A couple months ago, my blog, “Why Poetry Can’t Find Its Public” nearly caused a riot. Teeth were bared! F bombs thrown! I wanted readers to learn from pop music’s ability to connect with more people. Readers translated this as a suggestion that poetry be like pop music, sell like pop music, sell out like pop music, and compete with pop music. But actually (gasp!), none of these is necessary for one to learn from pop music. So, dear poets, you can climb out of your bunkers.

I can’t help but think this ruckus was inspired by the very Myth my post was blasting: that merely discussing “audience”—particularly one as large as pop music’s—will cause all poetry to suddenly and irrevocably mutate into “California Gurls.” 

We’re afraid that if we admit we want (more) readers, we’ll start writing what we think they want… or measuring the validity of poetry by its sales. Dear poets, this doesn’t have to be. Yes, writing-for-sales spells creative death. But once a work is completed? Perhaps the gracious thing then is to put it where it can be found.

Unfortunately, here we often encounter a similar myth: that wanting readers isn’t a noble enough desire for “real” poets—that we should instead write strictly “because we must,” or because “the muse has us.” Nobody wants to actively seek a readership and thus prove herself a disgrace.
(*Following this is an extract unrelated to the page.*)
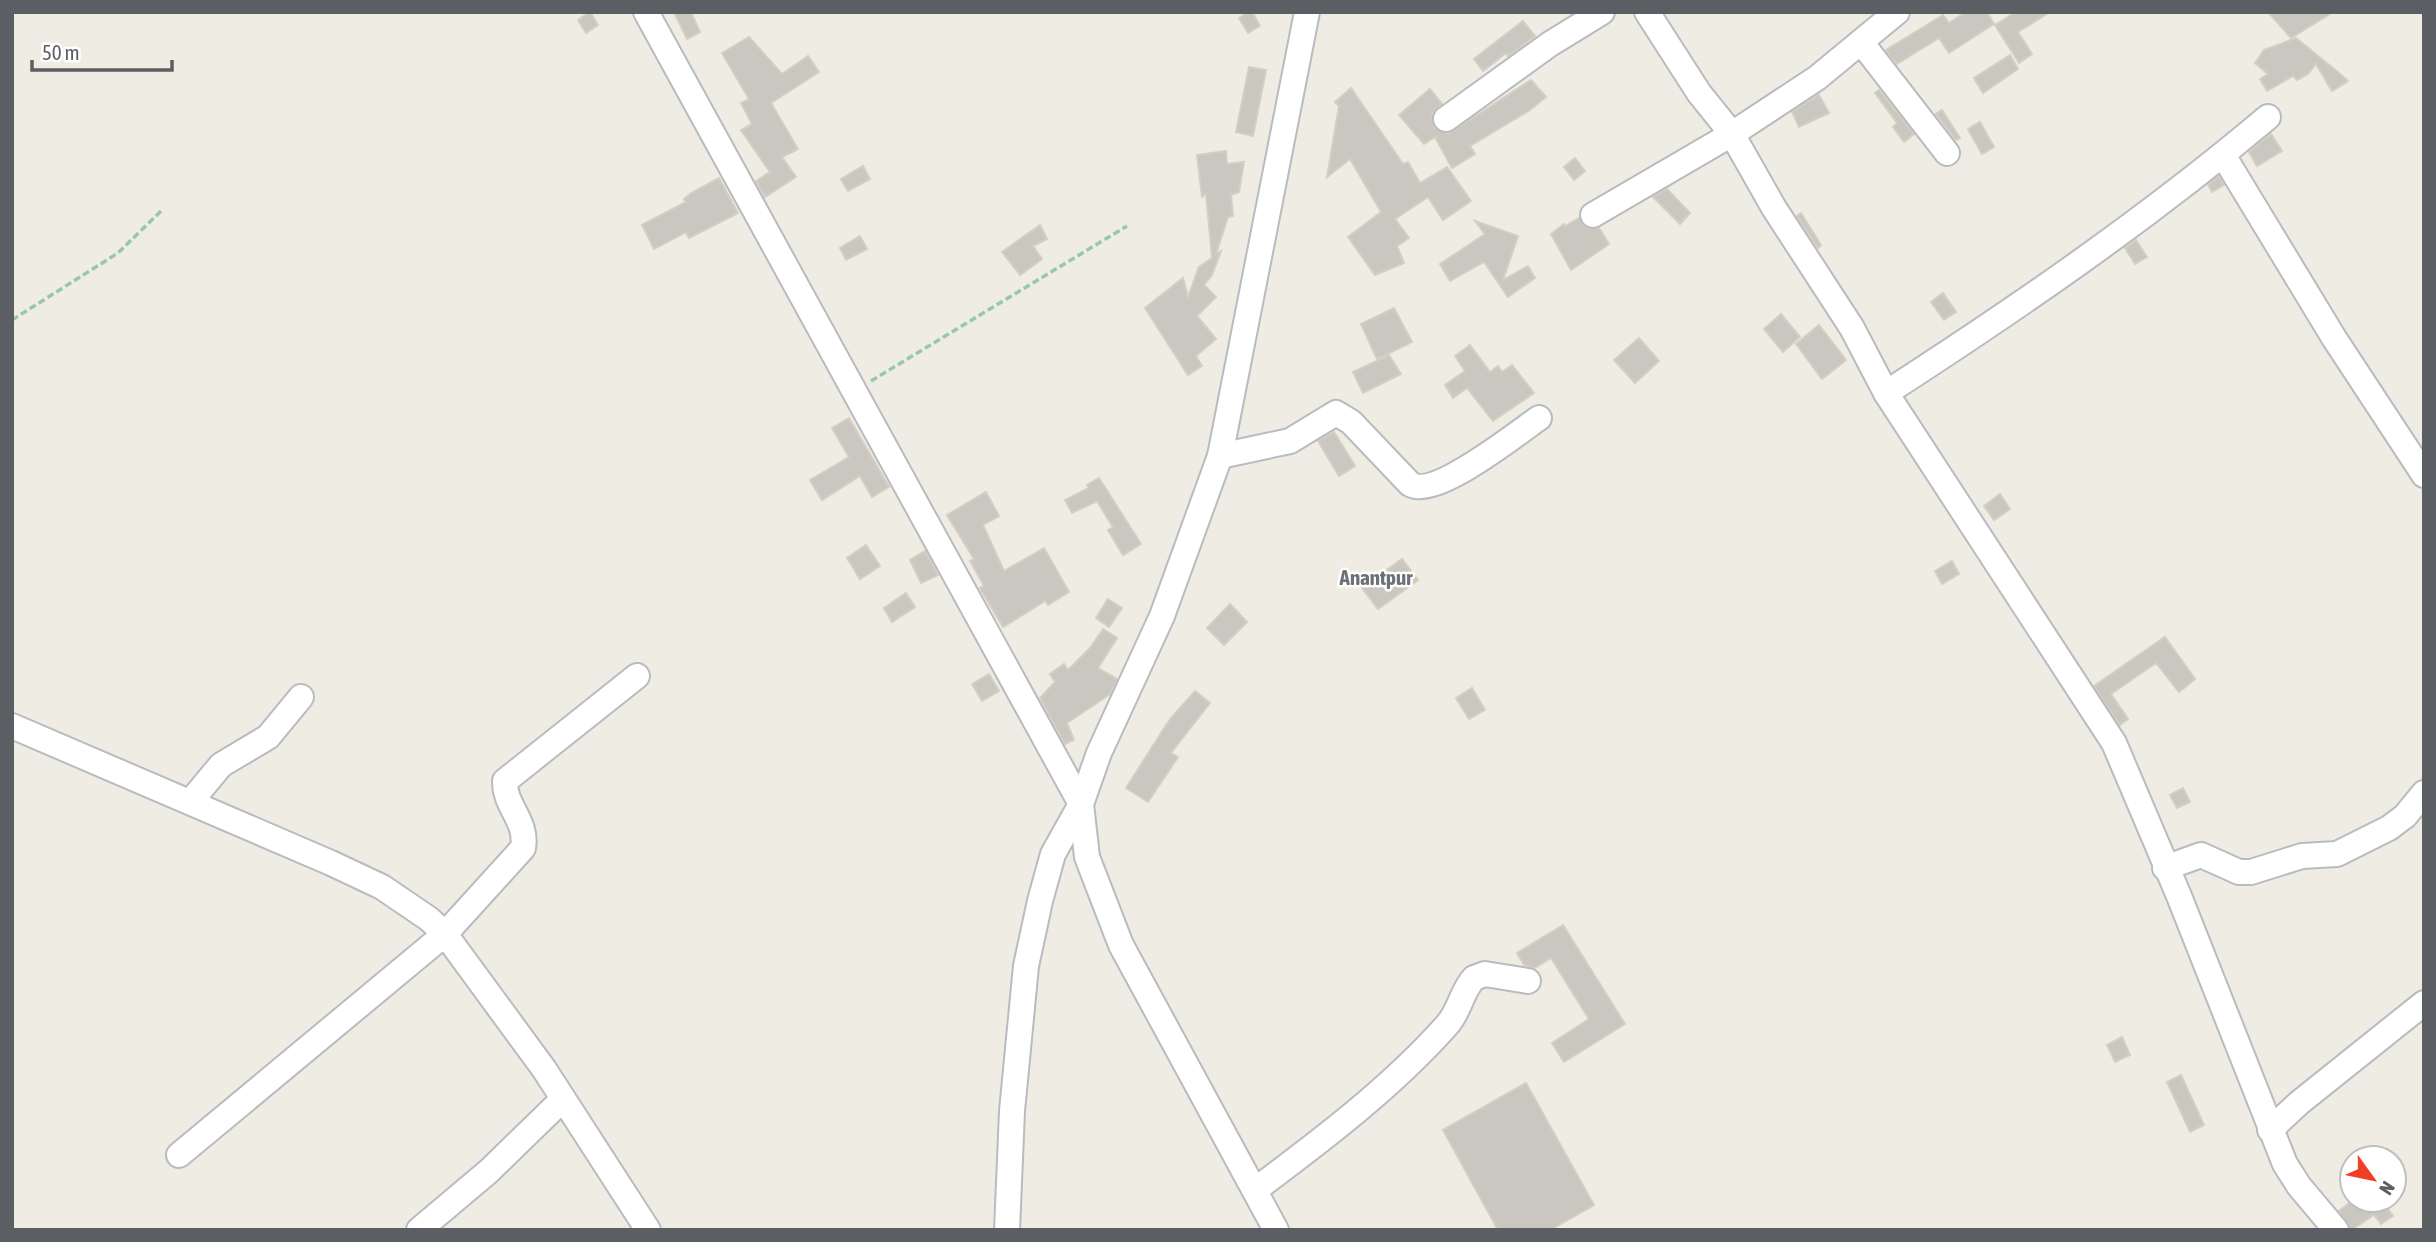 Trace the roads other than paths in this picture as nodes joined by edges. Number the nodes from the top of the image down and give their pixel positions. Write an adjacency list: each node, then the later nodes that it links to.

But as George Orwell has famously illustrated, there are (valid!) motivations for writing that actually require a readership. And if our work is driven to any degree by its potential human impact, as Orwell’s was, it’s irresponsible to eschew the work of reaching out. This was what I wanted us to translate from pop music: Its gritty determination. Its insistence on being heard. Its put-our-stuff-where-folks-will-find-it creativity. Its refusal of insularity.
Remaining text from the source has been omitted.